## ASSIGNED TASK
Check every line below, and copy those that include "Atenser".

——————————

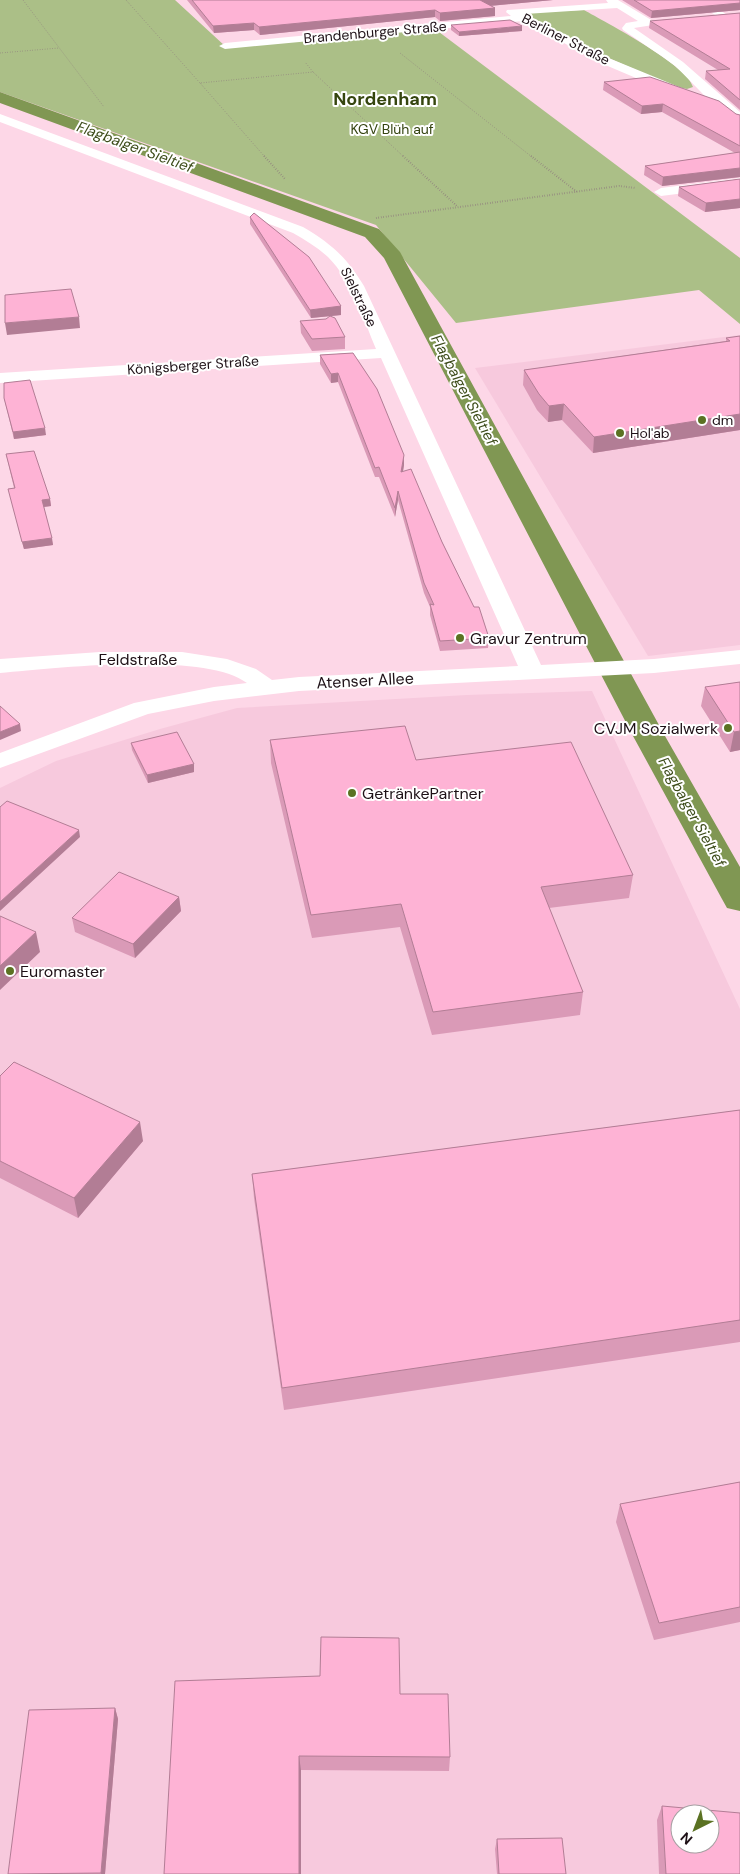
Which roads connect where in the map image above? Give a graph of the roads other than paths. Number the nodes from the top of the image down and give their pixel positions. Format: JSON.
{"nodes":[{"id":1,"x":696,"y":0,"type":"edge"},
{"id":2,"x":615,"y":2,"type":"edge"},
{"id":3,"x":525,"y":18,"type":"junction"},
{"id":4,"x":705,"y":18,"type":"edge"},
{"id":5,"x":225,"y":46,"type":"dead end"},
{"id":6,"x":723,"y":106,"type":"junction"},
{"id":7,"x":0,"y":118,"type":"edge"},
{"id":8,"x":740,"y":118,"type":"edge"},
{"id":9,"x":740,"y":182,"type":"edge"},
{"id":10,"x":661,"y":192,"type":"edge"},
{"id":11,"x":386,"y":353,"type":"junction"},
{"id":12,"x":0,"y":378,"type":"edge"},
{"id":13,"x":740,"y":657,"type":"edge"},
{"id":14,"x":0,"y":666,"type":"edge"},
{"id":15,"x":532,"y":671,"type":"junction"},
{"id":16,"x":268,"y":688,"type":"junction"},
{"id":17,"x":0,"y":761,"type":"edge"}],
"edges":[{"from":1,"to":4,"type":"street"},
{"from":2,"to":3,"type":"street","name":"Berliner Straße"},
{"from":2,"to":6,"type":"street","name":"Berliner Straße"},
{"from":3,"to":5,"type":"street","name":"Brandenburger Straße"},
{"from":3,"to":6,"type":"street","name":"Berliner Straße"},
{"from":6,"to":8,"type":"street","name":"Berliner Straße"},
{"from":7,"to":11,"type":"street","name":"Sielstraße"},
{"from":9,"to":10,"type":"street"},
{"from":11,"to":12,"type":"street","name":"Königsberger Straße"},
{"from":11,"to":15,"type":"street","name":"Sielstraße"},
{"from":13,"to":15,"type":"street","name":"Atenser Allee"},
{"from":14,"to":16,"type":"street","name":"Feldstraße"},
{"from":15,"to":16,"type":"street","name":"Atenser Allee"},
{"from":16,"to":17,"type":"street","name":"Atenser Allee"}]}
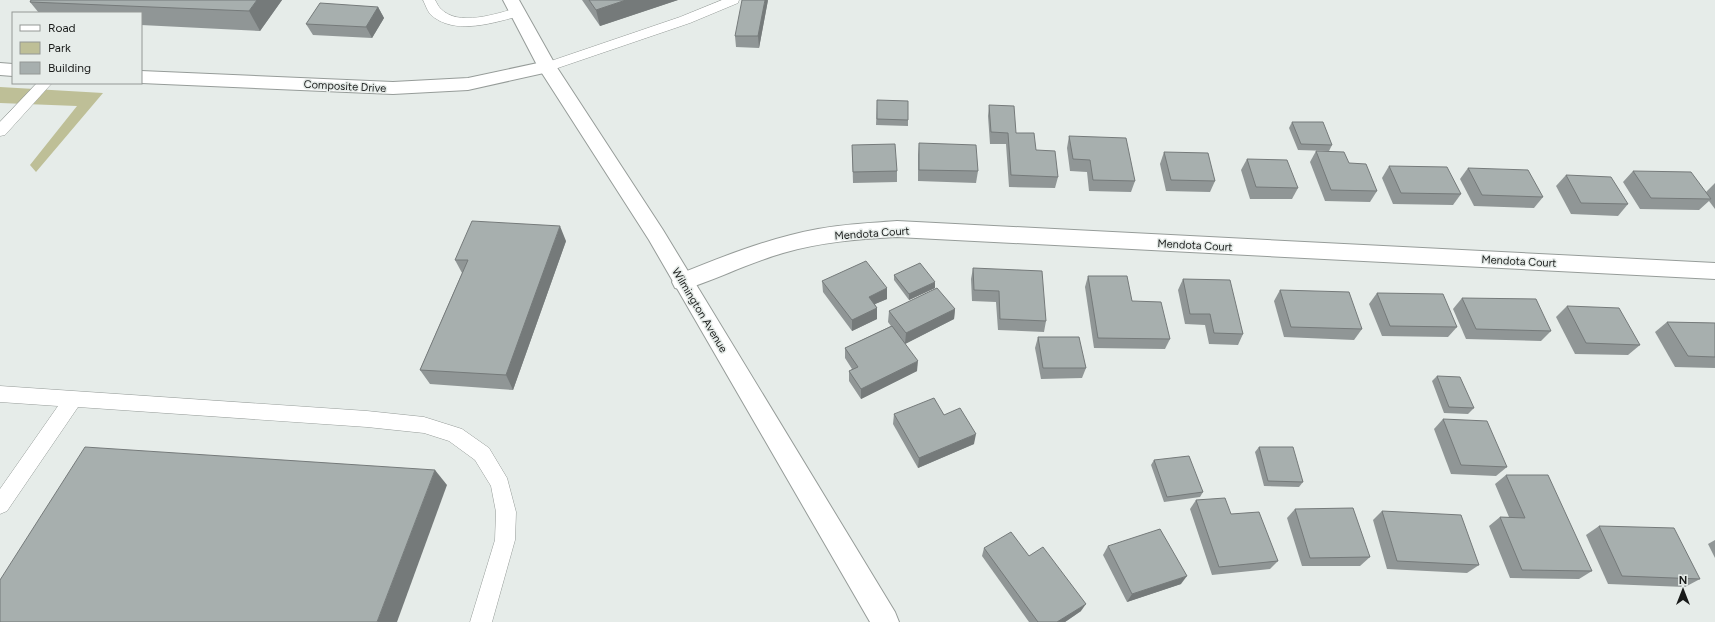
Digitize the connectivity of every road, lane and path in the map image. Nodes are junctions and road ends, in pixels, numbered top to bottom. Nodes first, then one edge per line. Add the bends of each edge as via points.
1 (429, 0) edge
2 (733, 0) edge
3 (514, 6) edge
4 (547, 67) junction
5 (0, 69) edge
6 (12, 70) edge
7 (142, 77) edge
8 (44, 84) edge
9 (0, 131) edge
10 (1715, 271) edge
11 (683, 282) junction
12 (0, 394) edge
13 (73, 399) junction
14 (0, 505) edge
15 (481, 622) edge
16 (885, 622) edge

1 - 3 lane via 435,10 455,22 488,20
2 - 4 lane via 685,20
3 - 4 street, Wilmington Avenue
4 - 7 street, Composite Drive via 468,84 393,88
4 - 11 street, Wilmington Avenue via 656,235
5 - 6 street
8 - 9 lane
10 - 11 street, Mendota Court via 897,229 817,237 773,248
11 - 16 street, Wilmington Avenue
12 - 13 lane
13 - 14 lane
13 - 15 lane via 367,419 424,425 455,435 482,454 500,484 506,512 505,540

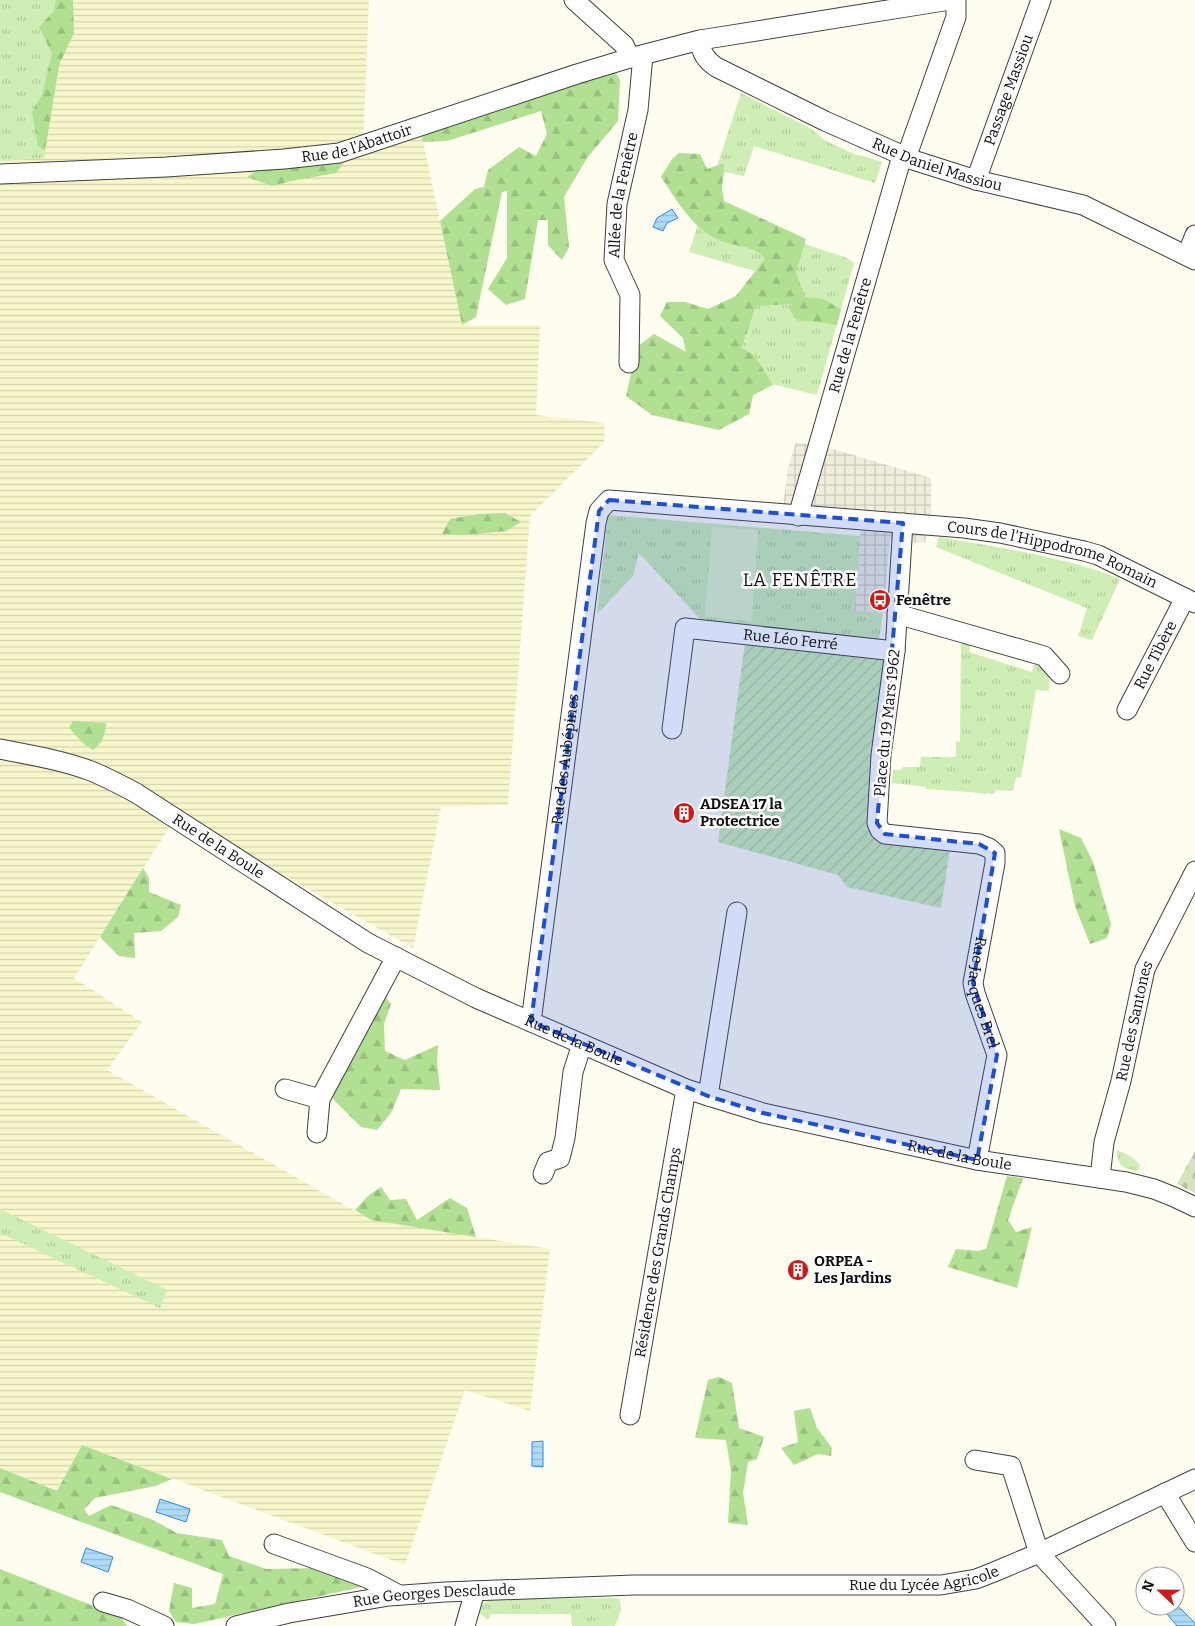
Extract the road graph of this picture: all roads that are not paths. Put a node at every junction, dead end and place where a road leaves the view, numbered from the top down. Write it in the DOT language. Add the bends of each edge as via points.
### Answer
graph roads {
  1 [pos="574,0"];
  2 [pos="950,0"];
  3 [pos="956,0"];
  4 [pos="1041,0"];
  5 [pos="903,4"];
  6 [pos="700,40"];
  7 [pos="637,56"];
  8 [pos="904,157"];
  9 [pos="0,174"];
  10 [pos="976,180"];
  11 [pos="1195,235"];
  12 [pos="1191,258"];
  13 [pos="628,363"];
  14 [pos="609,500"];
  15 [pos="798,516"];
  16 [pos="903,523"];
  17 [pos="1190,600"];
  18 [pos="897,614"];
  19 [pos="895,651"];
  20 [pos="1060,674"];
  21 [pos="1127,710"];
  22 [pos="672,729"];
  23 [pos="0,749"];
  24 [pos="995,853"];
  25 [pos="1195,871"];
  26 [pos="737,912"];
  27 [pos="396,957"];
  28 [pos="531,1022"];
  29 [pos="582,1044"];
  30 [pos="285,1089"];
  31 [pos="686,1089"];
  32 [pos="708,1096"];
  33 [pos="320,1099"];
  34 [pos="318,1133"];
  35 [pos="977,1160"];
  36 [pos="543,1174"];
  37 [pos="1100,1178"];
  38 [pos="1195,1207"];
  39 [pos="630,1415"];
  40 [pos="975,1460"];
  41 [pos="1195,1479"];
  42 [pos="1165,1493"];
  43 [pos="1195,1542"];
  44 [pos="274,1544"];
  45 [pos="1040,1553"];
  46 [pos="634,1585"];
  47 [pos="475,1590"];
  48 [pos="400,1595"];
  49 [pos="103,1602"];
  50 [pos="164,1626"];
  51 [pos="236,1626"];
  52 [pos="465,1626"];
  53 [pos="1106,1626"];
  1 -- 7 [label="street"];
  2 -- 5 [label="street, Rue de l'Abattoir"];
  3 -- 8 [label="street, Rue de la Fenêtre" via="956,17"];
  4 -- 10 [label="street, Passage Massiou"];
  5 -- 6 [label="street, Rue de l'Abattoir"];
  6 -- 7 [label="street, Rue de l'Abattoir"];
  6 -- 8 [label="street, Rue Daniel Massiou" via="706,59 716,67"];
  7 -- 9 [label="street, Rue de l'Abattoir" via="339,152 185,166"];
  7 -- 13 [label="street, Allée de la Fenêtre" via="638,110 617,204 614,260 630,295"];
  8 -- 10 [label="street, Rue Daniel Massiou"];
  8 -- 15 [label="street, Rue de la Fenêtre"];
  10 -- 12 [label="street, Rue Daniel Massiou" via="1082,205"];
  11 -- 12 [label="street"];
  14 -- 15 [label="street, Cours de l'Hippodrome Romain"];
  14 -- 28 [label="street, Rue des Aubépines" via="599,510 596,523"];
  15 -- 16 [label="street, Cours de l'Hippodrome Romain"];
  16 -- 17 [label="street, Cours de l'Hippodrome Romain" via="1000,533 1084,551"];
  16 -- 18 [label="street, Place du 19 Mars 1962"];
  17 -- 21 [label="street, Rue Tibère"];
  18 -- 19 [label="street, Place du 19 Mars 1962"];
  18 -- 20 [label="street" via="1044,656"];
  19 -- 22 [label="street, Rue Léo Ferré" via="685,628"];
  19 -- 24 [label="street, Place du 19 Mars 1962" via="876,823 880,830 894,836 979,844"];
  23 -- 27 [label="street, Rue de la Boule" via="91,771 136,793 368,943"];
  24 -- 35 [label="street, Rue Jacques Brel" via="973,983 997,1055"];
  25 -- 37 [label="street, Rue des Santones" via="1145,969 1104,1142"];
  26 -- 32 [label="street"];
  27 -- 28 [label="street, Rue de la Boule"];
  27 -- 33 [label="street"];
  28 -- 29 [label="street, Rue de la Boule"];
  29 -- 31 [label="street, Rue de la Boule"];
  29 -- 36 [label="street" via="574,1072 560,1158 548,1162"];
  30 -- 33 [label="street"];
  31 -- 32 [label="street, Rue de la Boule"];
  31 -- 39 [label="street, Résidence des Grands Champs"];
  32 -- 35 [label="street, Rue de la Boule" via="763,1113"];
  33 -- 34 [label="street"];
  35 -- 37 [label="street, Rue de la Boule"];
  37 -- 38 [label="street, Rue de la Boule" via="1154,1189"];
  40 -- 45 [label="street" via="1011,1466"];
  41 -- 42 [label="street, Rue du Lycée Agricole"];
  42 -- 43 [label="street"];
  42 -- 45 [label="street, Rue du Lycée Agricole"];
  44 -- 48 [label="street" via="366,1578"];
  45 -- 46 [label="street, Rue du Lycée Agricole" via="976,1579 941,1585"];
  45 -- 53 [label="street"];
  46 -- 47 [label="street, Rue Georges Desclaude"];
  47 -- 48 [label="street, Rue Georges Desclaude"];
  47 -- 52 [label="street"];
  48 -- 51 [label="street, Rue Georges Desclaude" via="289,1613"];
  49 -- 50 [label="street"];
}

——————————

## ANSWER TO THIS PROBLEM
{"from":13,"to":15,"type":"street","name":"Atenser Allee"},
{"from":15,"to":16,"type":"street","name":"Atenser Allee"},
{"from":16,"to":17,"type":"street","name":"Atenser Allee"}]}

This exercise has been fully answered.